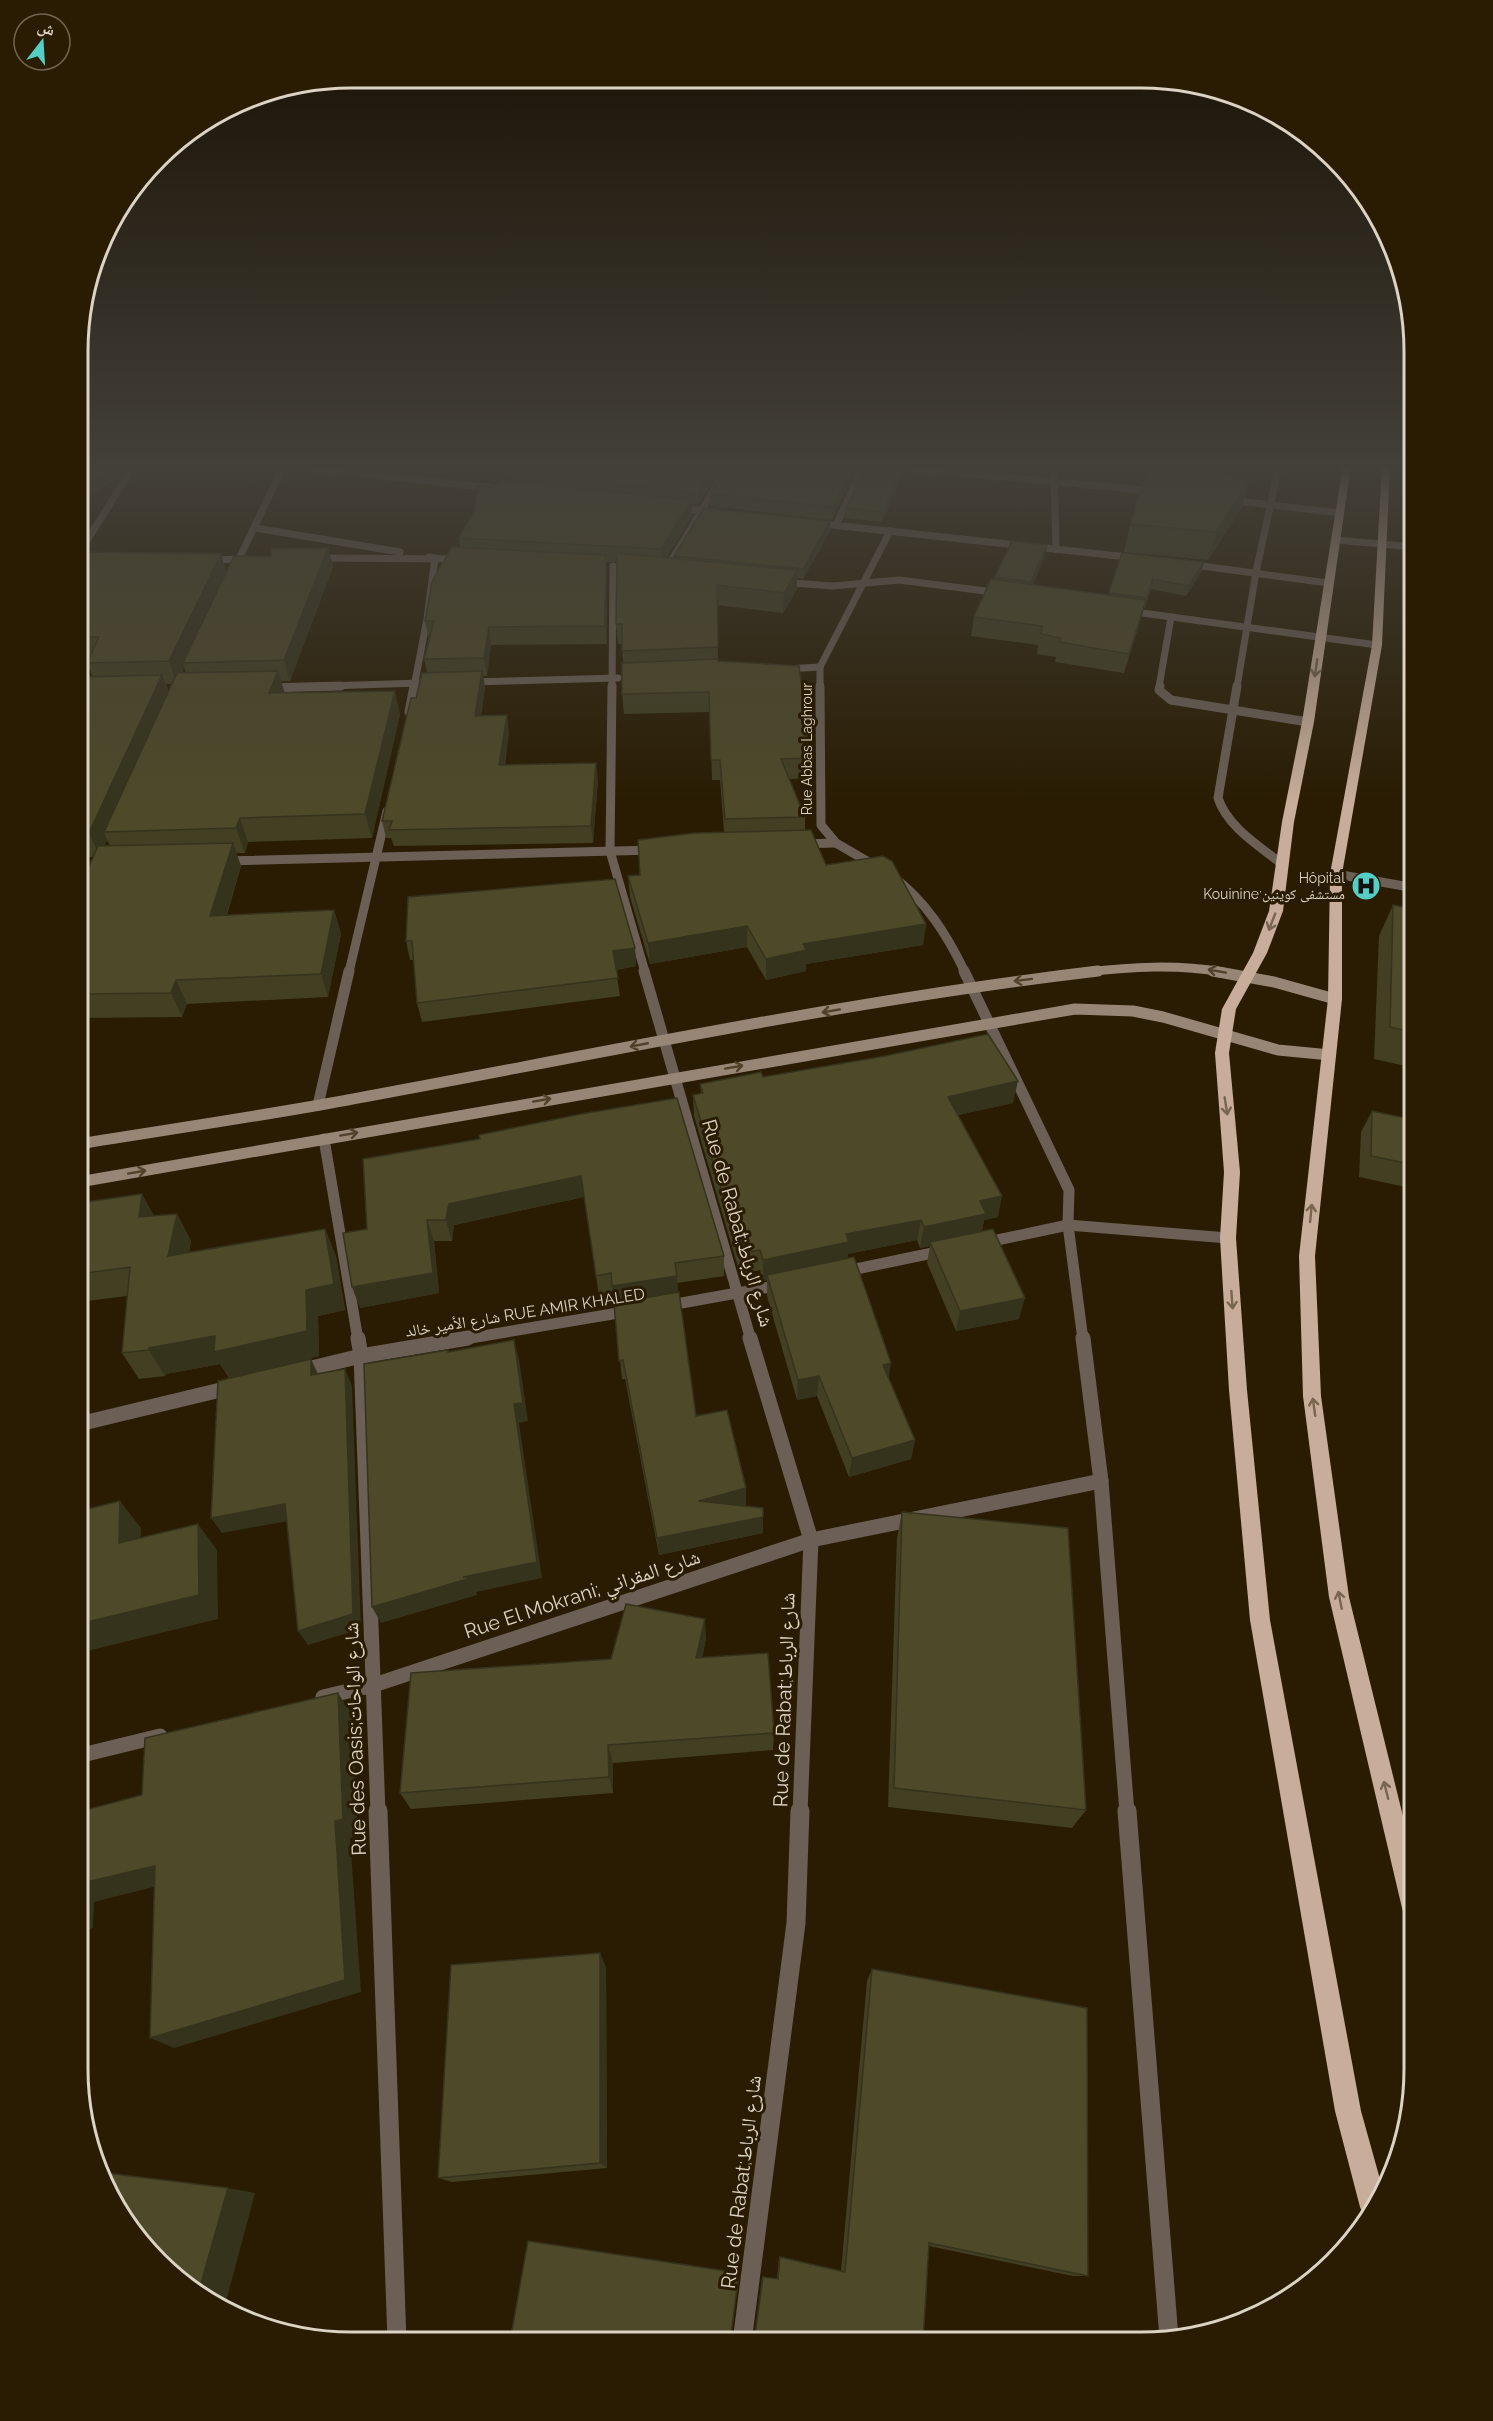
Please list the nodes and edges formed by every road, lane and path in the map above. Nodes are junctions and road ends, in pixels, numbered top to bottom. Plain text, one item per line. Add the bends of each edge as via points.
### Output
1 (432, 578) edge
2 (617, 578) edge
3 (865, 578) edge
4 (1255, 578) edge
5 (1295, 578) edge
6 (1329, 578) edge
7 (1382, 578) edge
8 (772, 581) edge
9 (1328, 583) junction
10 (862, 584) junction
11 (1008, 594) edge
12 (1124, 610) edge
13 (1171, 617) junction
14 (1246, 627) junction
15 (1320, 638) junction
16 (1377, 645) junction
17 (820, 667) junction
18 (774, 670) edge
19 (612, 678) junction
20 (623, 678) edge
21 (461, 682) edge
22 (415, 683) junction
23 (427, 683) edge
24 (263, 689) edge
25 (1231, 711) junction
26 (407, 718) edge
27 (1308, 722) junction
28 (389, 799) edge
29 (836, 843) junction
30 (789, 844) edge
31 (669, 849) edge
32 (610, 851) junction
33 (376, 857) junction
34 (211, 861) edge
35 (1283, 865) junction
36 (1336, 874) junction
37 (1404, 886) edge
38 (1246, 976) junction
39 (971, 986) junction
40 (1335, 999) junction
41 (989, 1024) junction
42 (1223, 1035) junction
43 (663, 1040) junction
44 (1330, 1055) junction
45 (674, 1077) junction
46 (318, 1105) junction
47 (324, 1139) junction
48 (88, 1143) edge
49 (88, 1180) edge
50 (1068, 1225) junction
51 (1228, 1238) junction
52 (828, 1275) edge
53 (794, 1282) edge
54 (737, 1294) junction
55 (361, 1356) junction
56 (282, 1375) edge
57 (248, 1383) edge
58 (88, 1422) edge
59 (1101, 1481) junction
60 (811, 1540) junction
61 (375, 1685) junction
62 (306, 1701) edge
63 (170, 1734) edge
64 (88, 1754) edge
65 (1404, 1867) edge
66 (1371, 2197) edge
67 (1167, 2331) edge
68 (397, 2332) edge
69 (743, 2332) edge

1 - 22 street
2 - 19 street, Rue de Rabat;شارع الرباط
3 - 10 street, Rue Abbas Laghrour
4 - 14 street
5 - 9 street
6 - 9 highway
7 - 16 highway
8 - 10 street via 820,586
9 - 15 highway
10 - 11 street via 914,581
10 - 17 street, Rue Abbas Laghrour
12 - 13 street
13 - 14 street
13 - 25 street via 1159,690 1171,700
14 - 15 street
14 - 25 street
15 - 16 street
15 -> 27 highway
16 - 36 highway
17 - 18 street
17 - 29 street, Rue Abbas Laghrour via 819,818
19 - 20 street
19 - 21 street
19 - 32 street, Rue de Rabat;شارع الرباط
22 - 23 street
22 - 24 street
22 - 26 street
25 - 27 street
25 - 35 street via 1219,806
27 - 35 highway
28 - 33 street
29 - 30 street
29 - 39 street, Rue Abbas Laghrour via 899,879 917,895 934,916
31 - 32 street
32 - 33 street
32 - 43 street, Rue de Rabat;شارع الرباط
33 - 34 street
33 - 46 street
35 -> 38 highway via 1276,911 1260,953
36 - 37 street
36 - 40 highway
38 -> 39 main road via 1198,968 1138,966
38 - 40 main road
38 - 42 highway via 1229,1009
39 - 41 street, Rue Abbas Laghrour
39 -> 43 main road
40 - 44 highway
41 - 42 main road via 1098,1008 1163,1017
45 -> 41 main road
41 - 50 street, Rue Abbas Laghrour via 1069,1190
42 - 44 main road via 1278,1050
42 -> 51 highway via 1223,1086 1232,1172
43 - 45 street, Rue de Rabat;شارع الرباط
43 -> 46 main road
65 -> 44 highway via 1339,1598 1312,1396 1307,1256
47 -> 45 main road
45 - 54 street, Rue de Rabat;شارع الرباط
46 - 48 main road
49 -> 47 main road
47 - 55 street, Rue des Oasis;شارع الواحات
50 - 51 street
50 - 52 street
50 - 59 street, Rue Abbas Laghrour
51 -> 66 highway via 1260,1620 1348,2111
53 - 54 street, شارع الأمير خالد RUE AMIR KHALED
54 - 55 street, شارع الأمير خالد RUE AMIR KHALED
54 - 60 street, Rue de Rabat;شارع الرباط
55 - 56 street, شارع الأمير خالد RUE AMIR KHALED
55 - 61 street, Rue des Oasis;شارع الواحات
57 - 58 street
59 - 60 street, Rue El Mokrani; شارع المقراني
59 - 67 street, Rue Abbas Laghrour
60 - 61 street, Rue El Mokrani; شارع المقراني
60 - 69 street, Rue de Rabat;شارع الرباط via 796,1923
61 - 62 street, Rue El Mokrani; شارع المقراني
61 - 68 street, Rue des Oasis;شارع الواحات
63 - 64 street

To do – Where a line in the records above contains the word "Oasis", include it in the count; state the total and nothing more.

Output of the task – 3